──────── Input for this task
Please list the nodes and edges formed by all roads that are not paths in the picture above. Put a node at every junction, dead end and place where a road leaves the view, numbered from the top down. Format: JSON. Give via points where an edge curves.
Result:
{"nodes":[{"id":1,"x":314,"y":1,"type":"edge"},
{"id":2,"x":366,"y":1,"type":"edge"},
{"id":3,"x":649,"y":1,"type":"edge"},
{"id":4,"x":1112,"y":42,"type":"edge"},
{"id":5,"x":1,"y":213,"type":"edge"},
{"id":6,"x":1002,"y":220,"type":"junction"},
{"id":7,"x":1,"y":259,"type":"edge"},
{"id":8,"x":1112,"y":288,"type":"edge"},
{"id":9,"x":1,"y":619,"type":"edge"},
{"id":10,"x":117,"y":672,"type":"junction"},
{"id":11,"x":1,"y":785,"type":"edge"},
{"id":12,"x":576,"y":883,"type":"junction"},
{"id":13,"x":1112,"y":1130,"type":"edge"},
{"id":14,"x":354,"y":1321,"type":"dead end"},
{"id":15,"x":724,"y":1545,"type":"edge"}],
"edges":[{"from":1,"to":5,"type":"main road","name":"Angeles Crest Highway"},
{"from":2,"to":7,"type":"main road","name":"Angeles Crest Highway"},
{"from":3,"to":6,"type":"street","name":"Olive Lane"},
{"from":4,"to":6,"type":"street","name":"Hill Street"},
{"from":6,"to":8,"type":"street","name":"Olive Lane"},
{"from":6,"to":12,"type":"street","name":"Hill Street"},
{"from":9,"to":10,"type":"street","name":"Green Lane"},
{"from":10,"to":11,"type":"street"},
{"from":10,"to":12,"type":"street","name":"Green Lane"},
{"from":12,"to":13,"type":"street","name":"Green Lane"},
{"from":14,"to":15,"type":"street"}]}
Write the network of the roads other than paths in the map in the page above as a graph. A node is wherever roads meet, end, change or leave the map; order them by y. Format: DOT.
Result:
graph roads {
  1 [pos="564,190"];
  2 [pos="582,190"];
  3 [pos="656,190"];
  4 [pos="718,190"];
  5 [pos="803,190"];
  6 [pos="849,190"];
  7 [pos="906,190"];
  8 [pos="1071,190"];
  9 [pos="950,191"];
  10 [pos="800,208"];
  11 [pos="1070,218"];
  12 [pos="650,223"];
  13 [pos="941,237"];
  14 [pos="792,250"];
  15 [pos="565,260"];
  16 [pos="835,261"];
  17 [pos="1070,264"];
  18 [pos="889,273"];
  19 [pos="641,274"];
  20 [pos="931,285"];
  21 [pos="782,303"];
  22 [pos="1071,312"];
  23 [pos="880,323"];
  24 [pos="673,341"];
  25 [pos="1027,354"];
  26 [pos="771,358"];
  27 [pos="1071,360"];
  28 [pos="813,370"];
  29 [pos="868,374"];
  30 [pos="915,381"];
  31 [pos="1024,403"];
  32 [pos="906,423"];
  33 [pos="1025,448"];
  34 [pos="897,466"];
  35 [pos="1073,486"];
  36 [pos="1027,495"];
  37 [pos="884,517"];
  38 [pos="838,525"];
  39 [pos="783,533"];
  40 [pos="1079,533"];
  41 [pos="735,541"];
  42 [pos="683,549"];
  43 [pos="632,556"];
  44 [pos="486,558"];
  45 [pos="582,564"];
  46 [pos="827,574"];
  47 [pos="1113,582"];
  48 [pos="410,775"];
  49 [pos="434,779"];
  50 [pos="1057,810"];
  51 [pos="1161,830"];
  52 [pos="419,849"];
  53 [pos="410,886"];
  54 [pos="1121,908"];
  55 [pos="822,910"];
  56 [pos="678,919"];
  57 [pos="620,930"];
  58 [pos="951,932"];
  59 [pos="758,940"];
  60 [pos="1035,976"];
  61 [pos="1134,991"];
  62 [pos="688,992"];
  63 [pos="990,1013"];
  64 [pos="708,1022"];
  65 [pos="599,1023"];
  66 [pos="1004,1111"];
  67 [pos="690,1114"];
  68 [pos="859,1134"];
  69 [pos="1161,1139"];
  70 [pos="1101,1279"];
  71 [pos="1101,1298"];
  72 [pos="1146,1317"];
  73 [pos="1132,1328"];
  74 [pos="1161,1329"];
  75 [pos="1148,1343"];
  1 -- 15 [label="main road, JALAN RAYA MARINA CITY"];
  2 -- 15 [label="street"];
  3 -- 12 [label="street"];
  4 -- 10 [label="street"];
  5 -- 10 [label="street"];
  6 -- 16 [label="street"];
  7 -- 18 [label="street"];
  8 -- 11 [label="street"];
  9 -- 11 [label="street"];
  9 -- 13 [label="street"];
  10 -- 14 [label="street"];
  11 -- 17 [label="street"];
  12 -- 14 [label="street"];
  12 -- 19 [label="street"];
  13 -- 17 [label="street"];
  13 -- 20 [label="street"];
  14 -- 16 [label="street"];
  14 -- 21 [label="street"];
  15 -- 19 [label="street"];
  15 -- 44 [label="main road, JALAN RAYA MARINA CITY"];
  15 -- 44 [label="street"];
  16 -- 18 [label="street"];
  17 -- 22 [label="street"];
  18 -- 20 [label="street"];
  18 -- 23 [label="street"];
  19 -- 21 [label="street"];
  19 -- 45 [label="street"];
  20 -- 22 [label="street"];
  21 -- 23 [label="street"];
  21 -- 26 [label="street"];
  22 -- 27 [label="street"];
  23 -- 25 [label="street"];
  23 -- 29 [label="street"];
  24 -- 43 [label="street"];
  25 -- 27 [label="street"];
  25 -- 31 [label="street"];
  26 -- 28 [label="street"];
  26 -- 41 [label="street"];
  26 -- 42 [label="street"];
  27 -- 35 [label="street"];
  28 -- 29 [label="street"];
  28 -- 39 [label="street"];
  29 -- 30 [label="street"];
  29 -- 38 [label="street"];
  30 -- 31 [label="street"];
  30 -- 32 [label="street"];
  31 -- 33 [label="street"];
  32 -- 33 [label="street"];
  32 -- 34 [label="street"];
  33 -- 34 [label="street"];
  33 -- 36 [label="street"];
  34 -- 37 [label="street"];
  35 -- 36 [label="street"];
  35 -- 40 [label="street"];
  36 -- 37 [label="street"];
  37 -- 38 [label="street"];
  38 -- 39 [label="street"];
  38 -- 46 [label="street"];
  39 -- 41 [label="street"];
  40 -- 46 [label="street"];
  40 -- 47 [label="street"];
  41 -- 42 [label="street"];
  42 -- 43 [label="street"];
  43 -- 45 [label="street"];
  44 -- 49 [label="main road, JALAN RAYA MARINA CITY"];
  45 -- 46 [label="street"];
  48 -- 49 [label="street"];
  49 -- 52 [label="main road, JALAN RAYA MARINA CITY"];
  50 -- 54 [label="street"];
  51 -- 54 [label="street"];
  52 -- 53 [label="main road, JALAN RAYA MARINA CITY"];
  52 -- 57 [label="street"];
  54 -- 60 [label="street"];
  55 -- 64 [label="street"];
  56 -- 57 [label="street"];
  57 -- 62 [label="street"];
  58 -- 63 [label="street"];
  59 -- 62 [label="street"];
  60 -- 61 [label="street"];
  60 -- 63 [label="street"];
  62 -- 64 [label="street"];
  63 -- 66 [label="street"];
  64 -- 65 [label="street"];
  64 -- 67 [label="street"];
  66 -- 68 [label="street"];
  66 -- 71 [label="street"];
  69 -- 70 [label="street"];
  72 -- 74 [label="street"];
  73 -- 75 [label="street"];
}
────────────────
**Activity**
A copy of each line in the data above that holds the string "main" is needed.

**Solution for this exercise**
"edges":[{"from":1,"to":5,"type":"main road","name":"Angeles Crest Highway"},
{"from":2,"to":7,"type":"main road","name":"Angeles Crest Highway"},
  1 -- 15 [label="main road, JALAN RAYA MARINA CITY"];
  15 -- 44 [label="main road, JALAN RAYA MARINA CITY"];
  44 -- 49 [label="main road, JALAN RAYA MARINA CITY"];
  49 -- 52 [label="main road, JALAN RAYA MARINA CITY"];
  52 -- 53 [label="main road, JALAN RAYA MARINA CITY"];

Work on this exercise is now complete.